===== SUPPLIED DATA =====

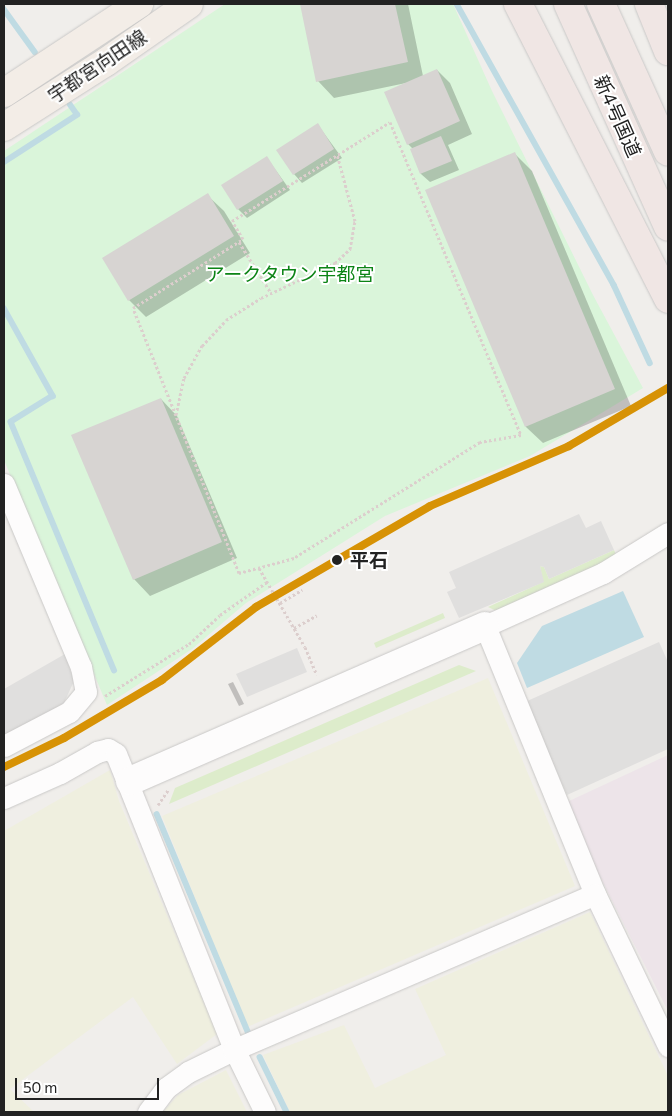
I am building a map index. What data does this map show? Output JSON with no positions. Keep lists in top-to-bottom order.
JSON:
{
  "streets": {
    "highway": ["新4号国道"],
    "main road": ["宇都宮向田線"]
  },
  "parks": ["アークタウン宇都宮"],
  "places": ["平石"],
  "scale_bar": "50 m"
}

=====

*WORK TO COMPLETE*:
For the records above, give every line again exactly and skip the pictures.

*TASK ANSWER*:
I am building a map index. What data does this map show? Output JSON with no positions. Keep lists in top-to-bottom order.
JSON:
{
  "streets": {
    "highway": ["新4号国道"],
    "main road": ["宇都宮向田線"]
  },
  "parks": ["アークタウン宇都宮"],
  "places": ["平石"],
  "scale_bar": "50 m"
}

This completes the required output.